Genç ve bayan çiftçilere yönelik çalışmalara değinen Pakdemirli, “Şu yahut bu halde gençlerimizi doğdukları yerde kalmaya ikna etmemiz lazım. Ancak bir insanın doğduğu yerde kalmaya ikna olması için doğduğu yerde doyması lazım. Bunları da teşebbüsçü haline getirmemiz lazım.” dedi.
“SU KAYNAKLARINA ÇOK YETERLİ DAVRANMAMIZ LAZIM”
Pakdemirli, su kaynaklarına çok uygun davranılması gerektiğini vurgulayarak, “Su kaynaklarını artırmamız lazım. Buradaki masrafı de azaltıyor olmamız lazım. Buradaki masrafta aslan hissesi tarım kesitine ilişkin. Daha akılcı metotlarla bu suyu kullanmanın yolunu bulmalıyız.” dedi.
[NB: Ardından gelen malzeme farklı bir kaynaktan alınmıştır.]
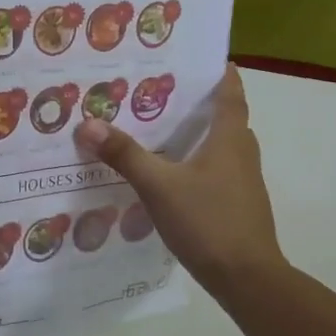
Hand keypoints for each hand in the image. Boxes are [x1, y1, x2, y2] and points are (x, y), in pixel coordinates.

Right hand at [74, 66, 285, 295]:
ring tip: (157, 128)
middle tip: (160, 90)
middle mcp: (242, 153)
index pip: (231, 93)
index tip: (204, 58)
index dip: (221, 73)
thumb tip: (88, 124)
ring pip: (220, 146)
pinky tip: (169, 173)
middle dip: (198, 103)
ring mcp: (243, 181)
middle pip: (224, 118)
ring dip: (196, 134)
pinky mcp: (237, 204)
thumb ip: (125, 155)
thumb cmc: (208, 221)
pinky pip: (216, 170)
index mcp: (230, 138)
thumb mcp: (159, 186)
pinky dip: (195, 162)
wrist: (247, 278)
Tarımda 11 çeyrektir süren büyümenin çiftçilere yansıdığını söz eden Pakdemirli, kelamlarını şöyle sürdürdü:
“Hububat, arpa, buğday, kayısı fiyatından şad olmayan çiftçimizi tanımıyorum. Fındıktan, bakliyat fiyatından mutlu olmayan bir çiftçimizi tanımıyorum. Yani biz şöyle bir kelam vermiştik; Cumhurbaşkanlığı Hükümet Sistemi’yle bir arada bir yıl içerisinde alanda sorunlu bir eser, para kazanmıyor denilen bir eser bırakmayacağız diye… 2019 içerisinde bunu gerçekleştirme talihimiz oldu. 2020’de de pandemiye karşın bunu devam ettirdik ve pandemiye karşın çiftçi eserini sattı ve para kazandı. Birtakım istisnalar olmuş olabilir lakin genel prestijiyle biz her vakit çiftçinin yanında olduğumuzu gösterdik. Bu manada çiftçi bir formda parayı kazandı.”